In Jacek Klimkiewicz - seinem späteren Nachfolger im Amt des Logenmeisters von 1999 bis 2008 - fand er eine starke Stütze und einen kompetenten Mitgestalter. Jacek Klimkiewicz war Student von Irene Dubiska. In seiner Heimatstadt Warschau wurde er Konzertmeister und Solist des »Polnischen Kammerorchesters«. Neben der Leitung einer Violinklasse als Professor an der »Folkwang Universität der Künste«, gastiert er als Solist u.a. in der Berliner, Münchner, Kölner Philharmonie, der Alten Oper in Frankfurt am Main, der Musikhalle in Hamburg, der St. John’s Church London, der Santory und Opera City Hall in Tokio. Er ist künstlerischer Leiter der »Internationalen Sommerakademie« in Seeheim-Jugenheim und als Künstler in Europa und Japan gefragt.
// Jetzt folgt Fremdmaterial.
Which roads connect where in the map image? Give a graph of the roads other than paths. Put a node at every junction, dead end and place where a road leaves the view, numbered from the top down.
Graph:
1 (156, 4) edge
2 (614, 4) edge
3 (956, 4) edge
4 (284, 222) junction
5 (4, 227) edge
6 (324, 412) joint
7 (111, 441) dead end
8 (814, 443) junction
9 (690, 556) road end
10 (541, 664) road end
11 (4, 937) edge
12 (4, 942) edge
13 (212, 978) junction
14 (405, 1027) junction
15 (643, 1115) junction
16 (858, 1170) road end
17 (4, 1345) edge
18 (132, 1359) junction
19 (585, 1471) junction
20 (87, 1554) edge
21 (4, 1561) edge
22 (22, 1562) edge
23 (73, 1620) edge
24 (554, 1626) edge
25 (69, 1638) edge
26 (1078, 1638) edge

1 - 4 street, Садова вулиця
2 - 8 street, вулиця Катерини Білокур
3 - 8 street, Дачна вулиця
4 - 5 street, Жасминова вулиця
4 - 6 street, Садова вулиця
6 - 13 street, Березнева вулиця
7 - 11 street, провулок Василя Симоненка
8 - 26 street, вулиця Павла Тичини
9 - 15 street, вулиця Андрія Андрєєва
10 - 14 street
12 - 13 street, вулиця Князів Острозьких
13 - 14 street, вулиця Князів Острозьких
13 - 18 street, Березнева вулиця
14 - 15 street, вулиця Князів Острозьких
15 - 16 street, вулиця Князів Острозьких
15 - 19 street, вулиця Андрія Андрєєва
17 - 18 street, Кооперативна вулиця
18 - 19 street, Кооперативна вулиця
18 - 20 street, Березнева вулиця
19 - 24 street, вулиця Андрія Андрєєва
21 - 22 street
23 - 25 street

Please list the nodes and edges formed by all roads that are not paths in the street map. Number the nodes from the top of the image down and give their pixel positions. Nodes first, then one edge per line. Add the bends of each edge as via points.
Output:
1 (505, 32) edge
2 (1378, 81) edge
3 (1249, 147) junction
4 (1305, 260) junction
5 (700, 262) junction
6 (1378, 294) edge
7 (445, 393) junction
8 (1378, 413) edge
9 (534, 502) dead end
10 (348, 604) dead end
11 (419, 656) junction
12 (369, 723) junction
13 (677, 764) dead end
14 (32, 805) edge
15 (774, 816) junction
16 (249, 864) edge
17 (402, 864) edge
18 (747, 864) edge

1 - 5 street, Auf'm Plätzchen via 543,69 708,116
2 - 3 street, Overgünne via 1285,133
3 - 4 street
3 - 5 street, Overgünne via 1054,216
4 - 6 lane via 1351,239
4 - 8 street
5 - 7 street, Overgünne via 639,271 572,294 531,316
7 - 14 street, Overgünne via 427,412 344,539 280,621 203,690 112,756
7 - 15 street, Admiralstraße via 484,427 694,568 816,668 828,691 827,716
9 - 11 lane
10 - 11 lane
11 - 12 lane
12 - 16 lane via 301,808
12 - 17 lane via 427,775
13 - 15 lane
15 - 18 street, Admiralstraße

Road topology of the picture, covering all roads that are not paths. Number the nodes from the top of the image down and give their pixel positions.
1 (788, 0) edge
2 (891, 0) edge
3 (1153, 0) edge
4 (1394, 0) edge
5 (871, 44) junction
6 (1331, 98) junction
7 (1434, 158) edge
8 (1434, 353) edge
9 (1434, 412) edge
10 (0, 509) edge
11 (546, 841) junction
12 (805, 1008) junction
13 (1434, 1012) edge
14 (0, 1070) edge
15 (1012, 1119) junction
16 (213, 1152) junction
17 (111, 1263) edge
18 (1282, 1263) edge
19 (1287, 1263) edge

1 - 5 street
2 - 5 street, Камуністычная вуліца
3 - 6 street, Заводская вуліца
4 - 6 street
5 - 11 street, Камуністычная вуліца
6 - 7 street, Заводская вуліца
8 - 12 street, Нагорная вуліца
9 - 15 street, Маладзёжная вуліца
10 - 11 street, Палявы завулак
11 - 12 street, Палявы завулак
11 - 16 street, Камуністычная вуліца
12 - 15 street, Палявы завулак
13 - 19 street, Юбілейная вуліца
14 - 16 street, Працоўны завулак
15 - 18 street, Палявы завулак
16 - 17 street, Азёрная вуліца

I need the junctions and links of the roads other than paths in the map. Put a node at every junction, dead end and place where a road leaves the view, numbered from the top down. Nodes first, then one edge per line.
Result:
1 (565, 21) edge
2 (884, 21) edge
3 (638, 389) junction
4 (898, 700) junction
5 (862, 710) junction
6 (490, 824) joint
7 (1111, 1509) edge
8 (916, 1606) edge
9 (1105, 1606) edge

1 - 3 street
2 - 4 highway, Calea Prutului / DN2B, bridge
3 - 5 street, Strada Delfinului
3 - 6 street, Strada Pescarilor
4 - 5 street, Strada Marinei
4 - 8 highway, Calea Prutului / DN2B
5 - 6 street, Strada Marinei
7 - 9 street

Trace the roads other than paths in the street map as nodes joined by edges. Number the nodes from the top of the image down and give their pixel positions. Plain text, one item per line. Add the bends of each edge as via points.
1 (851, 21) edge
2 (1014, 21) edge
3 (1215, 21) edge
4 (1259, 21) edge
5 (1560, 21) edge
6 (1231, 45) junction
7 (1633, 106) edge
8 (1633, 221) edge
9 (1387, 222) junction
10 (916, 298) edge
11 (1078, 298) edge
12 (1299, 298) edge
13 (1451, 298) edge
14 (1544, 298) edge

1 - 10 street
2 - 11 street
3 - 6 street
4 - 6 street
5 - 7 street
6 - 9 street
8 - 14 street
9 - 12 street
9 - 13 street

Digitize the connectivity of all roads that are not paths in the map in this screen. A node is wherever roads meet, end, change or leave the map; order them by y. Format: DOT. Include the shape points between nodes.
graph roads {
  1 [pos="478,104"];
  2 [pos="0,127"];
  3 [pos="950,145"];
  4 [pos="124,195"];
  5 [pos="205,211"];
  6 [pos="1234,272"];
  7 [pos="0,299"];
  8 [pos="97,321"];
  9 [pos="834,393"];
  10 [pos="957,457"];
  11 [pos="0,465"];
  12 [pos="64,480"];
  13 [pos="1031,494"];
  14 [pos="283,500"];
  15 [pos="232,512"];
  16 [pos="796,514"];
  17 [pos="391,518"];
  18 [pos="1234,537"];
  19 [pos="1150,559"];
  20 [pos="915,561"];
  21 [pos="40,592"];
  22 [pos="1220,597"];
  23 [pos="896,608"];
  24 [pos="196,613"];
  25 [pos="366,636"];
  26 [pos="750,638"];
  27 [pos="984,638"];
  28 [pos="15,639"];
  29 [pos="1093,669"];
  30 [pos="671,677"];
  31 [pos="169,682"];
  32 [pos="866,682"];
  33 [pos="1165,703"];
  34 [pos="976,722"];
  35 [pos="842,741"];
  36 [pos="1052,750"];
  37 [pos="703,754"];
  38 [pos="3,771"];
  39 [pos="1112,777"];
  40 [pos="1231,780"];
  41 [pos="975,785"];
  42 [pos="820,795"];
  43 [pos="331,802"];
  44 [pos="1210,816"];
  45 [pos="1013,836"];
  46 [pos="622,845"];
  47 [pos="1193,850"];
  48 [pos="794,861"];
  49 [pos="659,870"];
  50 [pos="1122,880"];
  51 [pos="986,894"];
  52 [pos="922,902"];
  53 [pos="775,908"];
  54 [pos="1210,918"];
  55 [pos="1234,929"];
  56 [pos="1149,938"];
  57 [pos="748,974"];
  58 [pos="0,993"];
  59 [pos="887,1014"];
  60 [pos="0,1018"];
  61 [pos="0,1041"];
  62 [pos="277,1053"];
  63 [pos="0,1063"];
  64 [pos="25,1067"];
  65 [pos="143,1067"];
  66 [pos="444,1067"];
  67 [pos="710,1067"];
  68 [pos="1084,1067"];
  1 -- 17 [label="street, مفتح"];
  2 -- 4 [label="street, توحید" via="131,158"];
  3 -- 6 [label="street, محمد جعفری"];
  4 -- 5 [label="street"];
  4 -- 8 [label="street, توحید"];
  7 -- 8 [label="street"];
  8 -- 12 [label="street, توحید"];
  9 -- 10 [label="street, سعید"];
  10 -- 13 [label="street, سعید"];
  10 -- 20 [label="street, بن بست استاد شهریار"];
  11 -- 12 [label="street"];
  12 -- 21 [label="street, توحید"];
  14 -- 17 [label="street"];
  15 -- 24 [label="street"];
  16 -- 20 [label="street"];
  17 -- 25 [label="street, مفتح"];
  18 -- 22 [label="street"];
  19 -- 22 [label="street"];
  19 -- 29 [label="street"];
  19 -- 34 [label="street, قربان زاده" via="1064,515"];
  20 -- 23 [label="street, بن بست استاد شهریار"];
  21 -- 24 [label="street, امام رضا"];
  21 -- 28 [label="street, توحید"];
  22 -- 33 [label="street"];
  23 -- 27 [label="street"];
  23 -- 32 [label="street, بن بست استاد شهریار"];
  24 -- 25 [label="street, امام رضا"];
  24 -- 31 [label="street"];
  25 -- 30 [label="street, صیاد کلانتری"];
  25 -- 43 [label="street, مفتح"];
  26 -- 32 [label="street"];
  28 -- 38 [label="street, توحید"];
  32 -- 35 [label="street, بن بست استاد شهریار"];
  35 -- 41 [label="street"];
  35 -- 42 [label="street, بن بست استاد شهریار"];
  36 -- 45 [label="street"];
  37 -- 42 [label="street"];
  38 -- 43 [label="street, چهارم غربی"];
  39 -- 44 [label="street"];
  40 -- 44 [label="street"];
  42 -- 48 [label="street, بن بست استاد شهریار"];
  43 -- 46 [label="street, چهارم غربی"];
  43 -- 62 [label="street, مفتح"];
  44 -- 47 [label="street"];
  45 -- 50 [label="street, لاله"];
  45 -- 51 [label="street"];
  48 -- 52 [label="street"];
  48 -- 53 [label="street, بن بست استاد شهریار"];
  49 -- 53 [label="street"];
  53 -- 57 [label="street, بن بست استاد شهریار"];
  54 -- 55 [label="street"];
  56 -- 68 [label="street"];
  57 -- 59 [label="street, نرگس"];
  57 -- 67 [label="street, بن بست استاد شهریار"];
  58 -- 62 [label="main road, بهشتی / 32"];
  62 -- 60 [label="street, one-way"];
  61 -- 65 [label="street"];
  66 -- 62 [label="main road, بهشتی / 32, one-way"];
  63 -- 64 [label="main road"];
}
Er ist im Besitz einer Stradivari-Violine.

Die Konzerte erfreuten sich in Darmstadt und Umgegend großer Beliebtheit. Die Benefizkonzerte fanden seit 1996 regelmäßig und unter großer Anstrengung der Bruderschaft der Johannis-Freimaurerloge »Zum flammenden Schwert« statt. Die Freimaurerloge »Johannes der Evangelist zur Eintracht« stellte die Räumlichkeiten zur Verfügung und ermöglichte dadurch, dass die Spendenhöhe nicht durch Vermietungskosten reduziert wurde.

Seit 2006 veranstalten die drei Darmstädter Freimaurerlogen »Johannes der Evangelist zur Eintracht« (GL AFuAM), »Vier Elemente im Licht« (FGLvD) und »Zum flammenden Schwert« (GLL FvD) gemeinsam mit der »Akademie für Tonkunst Darmstadt« die sogenannte »Konzertreihe der Darmstädter Freimaurerlogen«. Die Akademie ist eine der ältesten Musikausbildungsstätten Deutschlands. Sie wurde 1851 als Schmitt’sche Akademie für Tonkunst von Karl Philipp Schmitt gegründet. 1922 erfolgte die staatliche Anerkennung mit der Übernahme in die städtische Trägerschaft. Die Konzertreihe wird u.a. zur Förderung junger Musiktalente der »Akademie für Tonkunst Darmstadt« betrieben. Oberbürgermeister Jochen Partsch ist Schirmherr der Konzertreihe, die unter dem Motto steht:

 

»Das Schöne fördern, dem Guten dienen und dem Höchsten entgegenstreben.«

 

In den neu renovierten Logenräumlichkeiten wurde zu Ehren des 300-jährigen Bestehens der Freimaurerei am 18.11.2017 ein Benefizkonzert organisiert, welches von Master Pianistin Saeko Kitagawa am Flügel und Musikprofessor Jacek Klimkiewicz mit seiner Stradivari-Violine begleitet wurde. Sie spielten in ergreifender Weise Stücke von Christoph Willibald Ritter von Gluck, Wolfgang Amadeus Mozart, Fritz Kreisler, Jules Massenet, Henryk Wieniawski, Nicolo Paganini, Edward Elgar, Isaak Albeniz, Astor Piazzolla und Carlos Gardel. Der Vorsitzende Meister der Johannis-Freimaurerloge »Zum flammenden Schwert« Giovanni Grippo hielt einen Kurzvortrag zur Geschichte der modernen Freimaurerei und zu ihren Zukunftsperspektiven. Es war eine würdevolle und informative Veranstaltung. Jacek Klimkiewicz gab vor jedem Musikstück etwas zum Besten über den Komponisten sowie über das jeweilige Stück und Giovanni Grippo moderierte den Abend.